The health risk information presented here is summarized from Shoreland Travax®, a decision-support tool used by health care providers to perform a detailed health risk analysis based on specific locations, individual travel styles, and traveler risk behaviors. Travax provides practitioners current, independently researched malaria risk and prevention recommendations in a map-based format that goes beyond the annual WHO and CDC statements included here. Not included here are current reports from Travax of disease outbreaks or environmental events that may pose elevated risks to travelers’ health and safety. The Providers section of this site offers a directory of health care providers who utilize Shoreland Travax for travel health counseling. Learn more about the detailed reports and maps available from these practitioners (includes links to samples).
The U.S. is an advanced economy classified as high income. Located in North America, the climate is extremely diverse with classifications that range from humid cold (no dry season), with cooler temperatures in some high-altitude areas, to humid equatorial (long dry season).
Depending on your itinerary, your personal risk factors, and the length of your visit, your health care provider may offer you vaccination against hepatitis B, influenza, measles, mumps, rubella, meningococcal meningitis, or rabies. Routine immunizations, such as those that prevent tetanus/diphtheria or "childhood" diseases, should be reviewed and updated as needed.
See also: Library article for Malaria
The following is current information as reported by the World Health Organization (WHO) and the U.S. Centers for Disease Control (CDC):
WHO—International Travel and Health (current online update, Country List)No statement given.
CDC—Health Information for International Travel (current online edition)Areas with malaria: None.

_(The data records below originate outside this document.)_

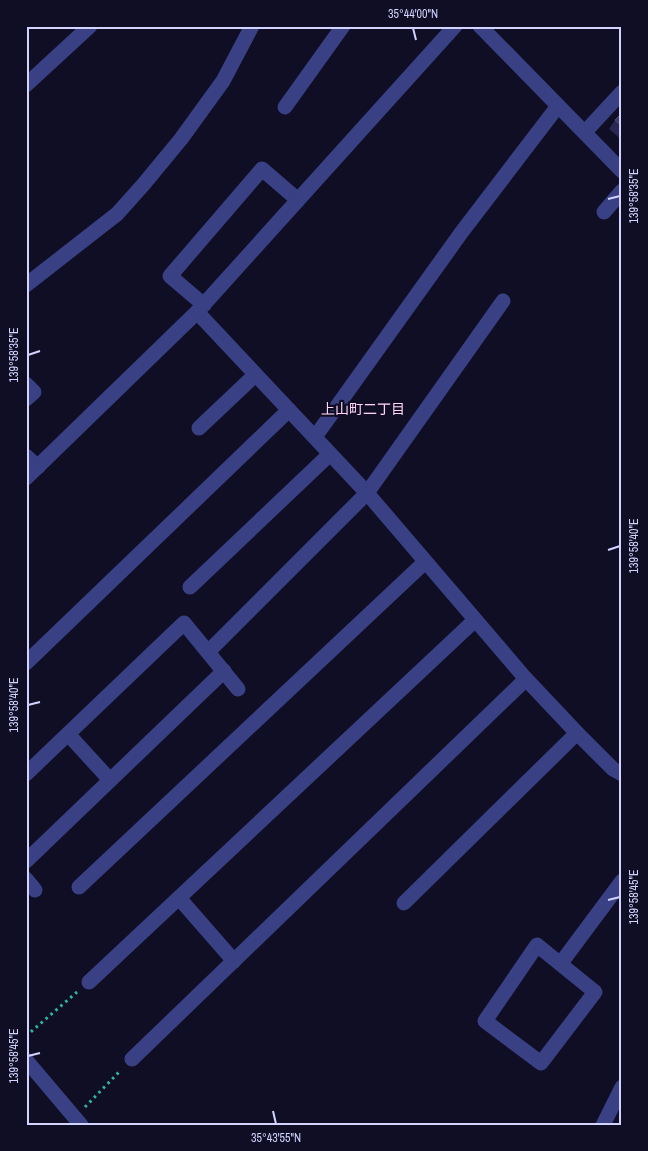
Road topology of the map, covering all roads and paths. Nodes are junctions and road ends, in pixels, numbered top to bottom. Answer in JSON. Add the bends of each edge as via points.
{"nodes":[{"id":1,"x":90,"y":26,"type":"edge"},
{"id":2,"x":252,"y":26,"type":"edge"},
{"id":3,"x":343,"y":26,"type":"edge"},
{"id":4,"x":455,"y":26,"type":"edge"},
{"id":5,"x":480,"y":26,"type":"edge"},
{"id":6,"x":26,"y":85,"type":"edge"},
{"id":7,"x":622,"y":92,"type":"edge"},
{"id":8,"x":558,"y":106,"type":"junction"},
{"id":9,"x":285,"y":108,"type":"dead end"},
{"id":10,"x":585,"y":132,"type":"junction"},
{"id":11,"x":622,"y":171,"type":"edge"},
{"id":12,"x":622,"y":191,"type":"edge"},
{"id":13,"x":298,"y":200,"type":"junction"},
{"id":14,"x":604,"y":212,"type":"dead end"},
{"id":15,"x":26,"y":285,"type":"edge"},
{"id":16,"x":503,"y":301,"type":"dead end"},
{"id":17,"x":200,"y":309,"type":"junction"},
{"id":18,"x":255,"y":375,"type":"junction"},
{"id":19,"x":26,"y":384,"type":"edge"},
{"id":20,"x":26,"y":399,"type":"edge"},
{"id":21,"x":289,"y":410,"type":"junction"},
{"id":22,"x":199,"y":428,"type":"dead end"},
{"id":23,"x":315,"y":437,"type":"junction"},
{"id":24,"x":330,"y":454,"type":"junction"},
{"id":25,"x":26,"y":456,"type":"edge"},
{"id":26,"x":38,"y":467,"type":"junction"},
{"id":27,"x":26,"y":478,"type":"edge"},
{"id":28,"x":367,"y":493,"type":"junction"},
{"id":29,"x":425,"y":562,"type":"junction"},
{"id":30,"x":190,"y":588,"type":"dead end"},
{"id":31,"x":474,"y":620,"type":"junction"},
{"id":32,"x":208,"y":652,"type":"junction"},
{"id":33,"x":26,"y":663,"type":"edge"},
{"id":34,"x":224,"y":671,"type":"junction"},
{"id":35,"x":526,"y":679,"type":"junction"},
{"id":36,"x":238,"y":689,"type":"dead end"},
{"id":37,"x":577,"y":733,"type":"junction"},
{"id":38,"x":68,"y":734,"type":"junction"},
{"id":39,"x":26,"y":774,"type":"edge"},
{"id":40,"x":622,"y":774,"type":"edge"},
{"id":41,"x":110,"y":780,"type":"junction"},
{"id":42,"x":26,"y":861,"type":"edge"},
{"id":43,"x":622,"y":881,"type":"edge"},
{"id":44,"x":79,"y":887,"type":"dead end"},
{"id":45,"x":179,"y":898,"type":"junction"},
{"id":46,"x":404,"y":903,"type":"dead end"},
{"id":47,"x":234,"y":960,"type":"junction"},
{"id":48,"x":561,"y":963,"type":"junction"},
{"id":49,"x":89,"y":982,"type":"joint"},
{"id":50,"x":26,"y":1036,"type":"edge"},
{"id":51,"x":132,"y":1059,"type":"joint"},
{"id":52,"x":26,"y":1060,"type":"edge"},
{"id":53,"x":622,"y":1087,"type":"edge"},
{"id":54,"x":78,"y":1121,"type":"edge"},
{"id":55,"x":603,"y":1125,"type":"edge"}],
"edges":[{"from":1,"to":6,"type":"street"},
{"from":2,"to":15,"type":"street","via":[[223,81],[143,185],[117,214]]},
{"from":3,"to":9,"type":"street"},
{"from":4,"to":13,"type":"street"},
{"from":5,"to":8,"type":"street"},
{"from":7,"to":10,"type":"street"},
{"from":8,"to":10,"type":"street"},
{"from":8,"to":23,"type":"street","via":[[461,232]]},
{"from":10,"to":11,"type":"street"},
{"from":12,"to":14,"type":"street"},
{"from":13,"to":17,"type":"street"},
{"from":13,"to":17,"type":"street","via":[[262,169],[170,276]]},
{"from":16,"to":28,"type":"street"},
{"from":17,"to":18,"type":"street"},
{"from":17,"to":26,"type":"street"},
{"from":18,"to":21,"type":"street"},
{"from":18,"to":22,"type":"street"},
{"from":19,"to":20,"type":"street","via":[[34,392]]},
{"from":21,"to":23,"type":"street"},
{"from":21,"to":33,"type":"street"},
{"from":23,"to":24,"type":"street"},
{"from":24,"to":28,"type":"street"},
{"from":24,"to":30,"type":"street"},
{"from":25,"to":26,"type":"street"},
{"from":26,"to":27,"type":"street"},
{"from":28,"to":29,"type":"street"},
{"from":28,"to":32,"type":"street"},
{"from":29,"to":31,"type":"street"},
{"from":29,"to":44,"type":"street"},
{"from":31,"to":35,"type":"street"},
{"from":31,"to":45,"type":"street"},
{"from":32,"to":34,"type":"street"},
{"from":32,"to":38,"type":"street","via":[[184,623]]},
{"from":34,"to":36,"type":"street"},
{"from":34,"to":41,"type":"street"},
{"from":35,"to":37,"type":"street"},
{"from":35,"to":47,"type":"street"},
{"from":37,"to":40,"type":"street"},
{"from":37,"to":46,"type":"street"},
{"from":38,"to":39,"type":"street"},
{"from":38,"to":41,"type":"street"},
{"from":41,"to":42,"type":"street"},
{"from":43,"to":48,"type":"street"},
{"from":45,"to":47,"type":"street"},
{"from":45,"to":49,"type":"street"},
{"from":47,"to":51,"type":"street"},
{"from":48,"to":48,"type":"street","via":[[595,992],[541,1063],[485,1020],[537,945]]},
{"from":49,"to":50,"type":"path"},
{"from":51,"to":54,"type":"path"},
{"from":52,"to":54,"type":"street"},
{"from":53,"to":55,"type":"street"}]}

Drug resistance: Not applicable.
See also: Library article for Travelers' Diarrhea
Minimal risk (comparable to that in other industrialized countries) exists throughout the country. Community sanitation is generally good, and health concerns related to food and beverages are minimal.
Travelers should carry loperamide for self-treatment of diarrhea and, if risk is moderate to high, an antibiotic to add if diarrhea is severe. Consult a knowledgeable health care provider regarding which antibiotic is appropriate for you and most effective for your destination.
Other Food-Borne Illnesses
Precautions to prevent seafood poisoning may be needed.
Insect- and Arthropod-Borne Diseases
Other Disease and Health Risks
The material below includes information from the U.S. Department of State (DOS), U.K. Foreign & Commonwealth Office (FCO), Global Affairs Canada (GAC), and Australia's Department of Foreign Affairs and Trade (DFAT), as well as from additional open-source material. Standard safety precautions that apply to all international travel can be found in the Library article Safety and Security.
Risk of attack by domestic and transnational terrorist groups exists throughout the country. Targets may include domestic and international organizations and businesses; public places and events, including those frequented by tourists; and transportation systems.
Low risk of violent crime (armed robbery and home robbery) and moderate risk of petty crime exist throughout the country, mainly in urban areas, areas frequented by tourists, and on public transportation.
Theft of valuables from unattended rental vehicles and accommodations is common.
Scams involving the use of distraction techniques to commit robbery (including ploys to detain drivers) have been reported.
Protests and demonstrations may infrequently occur and have the potential to turn violent without warning.
Rent water sports equipment from reputable operators. Scuba dive only with personnel certified by PADI or NAUI, and use equipment only from PADI- or NAUI-certified dive operators.
Risk of traffic-related injury or death exists. The road-traffic death rate is 7 to 12 per 100,000 population. The rate is less than 10 in most high-income countries.
Traffic flows on the right-hand side of the road. Travelers (including drivers and pedestrians) accustomed to traffic moving on the opposite side should be vigilant when navigating traffic.
The hurricane season is from June through November in coastal areas along the Atlantic Ocean and the Gulf of Mexico. Floods, mudslides, and landslides may occur.
Winter storms frequently occur in the northern half of the contiguous U.S., especially in the northeast.
Wildfires occur from June through September, especially in western states, including California.
Seismic and volcanic activity frequently occur, especially in the Pacific Northwest region, Alaska, California, and Hawaii.
Selected Embassies or Consulates in the United States
- Canada: [+1] 844-880-6519; www.canada.ca/Canada-In-Washington
- United Kingdom: [+1] 202-588-6500; www.gov.uk/world/organisations/british-embassy-washington
- Australia: [+1] 202-797-3000; www.usa.embassy.gov.au
United States's Embassies or Consulates in Selected Countries
- In Canada: ca.usembassy.gov
- In the U.K.: uk.usembassy.gov
- In Australia: au.usembassy.gov
HIV testing is not required to obtain a tourist, work, or residence visa.